** Record extracts follows **

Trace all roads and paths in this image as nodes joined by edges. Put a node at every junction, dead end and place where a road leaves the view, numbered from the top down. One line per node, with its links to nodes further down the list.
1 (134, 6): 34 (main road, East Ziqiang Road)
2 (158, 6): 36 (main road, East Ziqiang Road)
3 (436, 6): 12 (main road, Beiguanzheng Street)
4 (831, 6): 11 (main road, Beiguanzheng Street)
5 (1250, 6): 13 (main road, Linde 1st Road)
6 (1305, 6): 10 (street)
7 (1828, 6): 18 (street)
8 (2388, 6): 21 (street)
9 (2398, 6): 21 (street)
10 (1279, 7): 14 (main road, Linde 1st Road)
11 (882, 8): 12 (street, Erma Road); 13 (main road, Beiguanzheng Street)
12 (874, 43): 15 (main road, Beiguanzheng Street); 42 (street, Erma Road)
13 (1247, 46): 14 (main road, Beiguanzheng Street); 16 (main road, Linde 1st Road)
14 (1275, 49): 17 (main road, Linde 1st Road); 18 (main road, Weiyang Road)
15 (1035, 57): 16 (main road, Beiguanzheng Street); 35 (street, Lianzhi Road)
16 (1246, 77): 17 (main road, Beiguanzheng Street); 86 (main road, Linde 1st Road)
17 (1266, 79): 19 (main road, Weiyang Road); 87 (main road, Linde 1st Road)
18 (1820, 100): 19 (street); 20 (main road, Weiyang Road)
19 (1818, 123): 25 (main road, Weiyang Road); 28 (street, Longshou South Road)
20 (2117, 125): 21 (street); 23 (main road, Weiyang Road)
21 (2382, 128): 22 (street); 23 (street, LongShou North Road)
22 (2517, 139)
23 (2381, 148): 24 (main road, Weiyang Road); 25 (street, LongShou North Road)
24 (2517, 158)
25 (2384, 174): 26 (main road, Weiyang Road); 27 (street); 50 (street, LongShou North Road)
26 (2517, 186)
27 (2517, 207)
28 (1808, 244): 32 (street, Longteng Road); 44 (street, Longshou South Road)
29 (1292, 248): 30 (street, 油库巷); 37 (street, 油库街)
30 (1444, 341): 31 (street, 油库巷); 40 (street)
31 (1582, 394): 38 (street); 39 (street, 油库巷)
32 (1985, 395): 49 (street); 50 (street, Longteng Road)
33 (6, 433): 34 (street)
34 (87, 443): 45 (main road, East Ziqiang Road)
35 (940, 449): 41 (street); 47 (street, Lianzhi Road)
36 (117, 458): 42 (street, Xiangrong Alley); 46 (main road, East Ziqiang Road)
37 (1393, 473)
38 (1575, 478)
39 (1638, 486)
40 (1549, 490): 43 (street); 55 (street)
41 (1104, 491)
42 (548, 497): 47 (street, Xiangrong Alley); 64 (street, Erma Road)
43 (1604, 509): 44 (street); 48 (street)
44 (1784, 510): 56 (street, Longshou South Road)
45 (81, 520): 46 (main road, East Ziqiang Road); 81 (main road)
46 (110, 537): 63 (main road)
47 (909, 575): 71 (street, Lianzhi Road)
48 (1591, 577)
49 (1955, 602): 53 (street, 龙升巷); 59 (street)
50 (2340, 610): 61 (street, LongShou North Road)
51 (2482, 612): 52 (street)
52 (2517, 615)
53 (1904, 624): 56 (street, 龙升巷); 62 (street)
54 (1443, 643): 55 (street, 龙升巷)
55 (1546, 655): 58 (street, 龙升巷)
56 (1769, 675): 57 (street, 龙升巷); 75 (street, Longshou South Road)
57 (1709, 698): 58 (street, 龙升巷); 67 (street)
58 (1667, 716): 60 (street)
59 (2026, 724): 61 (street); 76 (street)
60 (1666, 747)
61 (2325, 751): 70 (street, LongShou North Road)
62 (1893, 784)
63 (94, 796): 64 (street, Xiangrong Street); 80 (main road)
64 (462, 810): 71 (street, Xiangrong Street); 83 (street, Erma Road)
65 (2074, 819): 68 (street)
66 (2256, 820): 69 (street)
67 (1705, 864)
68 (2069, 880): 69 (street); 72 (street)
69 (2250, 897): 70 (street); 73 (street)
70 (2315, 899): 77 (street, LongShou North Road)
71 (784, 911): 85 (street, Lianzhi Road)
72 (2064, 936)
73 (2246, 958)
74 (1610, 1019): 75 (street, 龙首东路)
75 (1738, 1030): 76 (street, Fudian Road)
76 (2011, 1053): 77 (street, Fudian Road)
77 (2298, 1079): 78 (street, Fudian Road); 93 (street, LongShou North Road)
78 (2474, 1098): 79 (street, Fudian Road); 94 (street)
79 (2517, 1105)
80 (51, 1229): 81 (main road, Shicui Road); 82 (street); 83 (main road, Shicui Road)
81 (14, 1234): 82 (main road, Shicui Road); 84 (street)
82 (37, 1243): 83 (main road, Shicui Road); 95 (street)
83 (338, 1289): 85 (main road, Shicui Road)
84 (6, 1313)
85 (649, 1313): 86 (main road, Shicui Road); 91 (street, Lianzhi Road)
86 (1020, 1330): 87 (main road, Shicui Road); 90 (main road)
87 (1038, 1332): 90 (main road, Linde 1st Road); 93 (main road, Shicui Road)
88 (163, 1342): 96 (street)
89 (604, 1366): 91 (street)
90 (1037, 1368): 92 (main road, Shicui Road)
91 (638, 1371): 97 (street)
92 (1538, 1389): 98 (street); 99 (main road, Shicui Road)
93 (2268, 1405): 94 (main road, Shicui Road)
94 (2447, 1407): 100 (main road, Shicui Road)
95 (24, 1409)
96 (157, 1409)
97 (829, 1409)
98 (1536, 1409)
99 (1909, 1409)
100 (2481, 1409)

** End of Record extracts **

◆ Instructions to follow:
All entries are to be output exactly as they stand.

◆ Solution for this task:
Trace all roads and paths in this image as nodes joined by edges. Put a node at every junction, dead end and place where a road leaves the view, numbered from the top down. One line per node, with its links to nodes further down the list.
1 (134, 6): 34 (main road, East Ziqiang Road)
2 (158, 6): 36 (main road, East Ziqiang Road)
3 (436, 6): 12 (main road, Beiguanzheng Street)
4 (831, 6): 11 (main road, Beiguanzheng Street)
5 (1250, 6): 13 (main road, Linde 1st Road)
6 (1305, 6): 10 (street)
7 (1828, 6): 18 (street)
8 (2388, 6): 21 (street)
9 (2398, 6): 21 (street)
10 (1279, 7): 14 (main road, Linde 1st Road)
11 (882, 8): 12 (street, Erma Road); 13 (main road, Beiguanzheng Street)
12 (874, 43): 15 (main road, Beiguanzheng Street); 42 (street, Erma Road)
13 (1247, 46): 14 (main road, Beiguanzheng Street); 16 (main road, Linde 1st Road)
14 (1275, 49): 17 (main road, Linde 1st Road); 18 (main road, Weiyang Road)
15 (1035, 57): 16 (main road, Beiguanzheng Street); 35 (street, Lianzhi Road)
16 (1246, 77): 17 (main road, Beiguanzheng Street); 86 (main road, Linde 1st Road)
17 (1266, 79): 19 (main road, Weiyang Road); 87 (main road, Linde 1st Road)
18 (1820, 100): 19 (street); 20 (main road, Weiyang Road)
19 (1818, 123): 25 (main road, Weiyang Road); 28 (street, Longshou South Road)
20 (2117, 125): 21 (street); 23 (main road, Weiyang Road)
21 (2382, 128): 22 (street); 23 (street, LongShou North Road)
22 (2517, 139)
23 (2381, 148): 24 (main road, Weiyang Road); 25 (street, LongShou North Road)
24 (2517, 158)
25 (2384, 174): 26 (main road, Weiyang Road); 27 (street); 50 (street, LongShou North Road)
26 (2517, 186)
27 (2517, 207)
28 (1808, 244): 32 (street, Longteng Road); 44 (street, Longshou South Road)
29 (1292, 248): 30 (street, 油库巷); 37 (street, 油库街)
30 (1444, 341): 31 (street, 油库巷); 40 (street)
31 (1582, 394): 38 (street); 39 (street, 油库巷)
32 (1985, 395): 49 (street); 50 (street, Longteng Road)
33 (6, 433): 34 (street)
34 (87, 443): 45 (main road, East Ziqiang Road)
35 (940, 449): 41 (street); 47 (street, Lianzhi Road)
36 (117, 458): 42 (street, Xiangrong Alley); 46 (main road, East Ziqiang Road)
37 (1393, 473)
38 (1575, 478)
39 (1638, 486)
40 (1549, 490): 43 (street); 55 (street)
41 (1104, 491)
42 (548, 497): 47 (street, Xiangrong Alley); 64 (street, Erma Road)
43 (1604, 509): 44 (street); 48 (street)
44 (1784, 510): 56 (street, Longshou South Road)
45 (81, 520): 46 (main road, East Ziqiang Road); 81 (main road)
46 (110, 537): 63 (main road)
47 (909, 575): 71 (street, Lianzhi Road)
48 (1591, 577)
49 (1955, 602): 53 (street, 龙升巷); 59 (street)
50 (2340, 610): 61 (street, LongShou North Road)
51 (2482, 612): 52 (street)
52 (2517, 615)
53 (1904, 624): 56 (street, 龙升巷); 62 (street)
54 (1443, 643): 55 (street, 龙升巷)
55 (1546, 655): 58 (street, 龙升巷)
56 (1769, 675): 57 (street, 龙升巷); 75 (street, Longshou South Road)
57 (1709, 698): 58 (street, 龙升巷); 67 (street)
58 (1667, 716): 60 (street)
59 (2026, 724): 61 (street); 76 (street)
60 (1666, 747)
61 (2325, 751): 70 (street, LongShou North Road)
62 (1893, 784)
63 (94, 796): 64 (street, Xiangrong Street); 80 (main road)
64 (462, 810): 71 (street, Xiangrong Street); 83 (street, Erma Road)
65 (2074, 819): 68 (street)
66 (2256, 820): 69 (street)
67 (1705, 864)
68 (2069, 880): 69 (street); 72 (street)
69 (2250, 897): 70 (street); 73 (street)
70 (2315, 899): 77 (street, LongShou North Road)
71 (784, 911): 85 (street, Lianzhi Road)
72 (2064, 936)
73 (2246, 958)
74 (1610, 1019): 75 (street, 龙首东路)
75 (1738, 1030): 76 (street, Fudian Road)
76 (2011, 1053): 77 (street, Fudian Road)
77 (2298, 1079): 78 (street, Fudian Road); 93 (street, LongShou North Road)
78 (2474, 1098): 79 (street, Fudian Road); 94 (street)
79 (2517, 1105)
80 (51, 1229): 81 (main road, Shicui Road); 82 (street); 83 (main road, Shicui Road)
81 (14, 1234): 82 (main road, Shicui Road); 84 (street)
82 (37, 1243): 83 (main road, Shicui Road); 95 (street)
83 (338, 1289): 85 (main road, Shicui Road)
84 (6, 1313)
85 (649, 1313): 86 (main road, Shicui Road); 91 (street, Lianzhi Road)
86 (1020, 1330): 87 (main road, Shicui Road); 90 (main road)
87 (1038, 1332): 90 (main road, Linde 1st Road); 93 (main road, Shicui Road)
88 (163, 1342): 96 (street)
89 (604, 1366): 91 (street)
90 (1037, 1368): 92 (main road, Shicui Road)
91 (638, 1371): 97 (street)
92 (1538, 1389): 98 (street); 99 (main road, Shicui Road)
93 (2268, 1405): 94 (main road, Shicui Road)
94 (2447, 1407): 100 (main road, Shicui Road)
95 (24, 1409)
96 (157, 1409)
97 (829, 1409)
98 (1536, 1409)
99 (1909, 1409)
100 (2481, 1409)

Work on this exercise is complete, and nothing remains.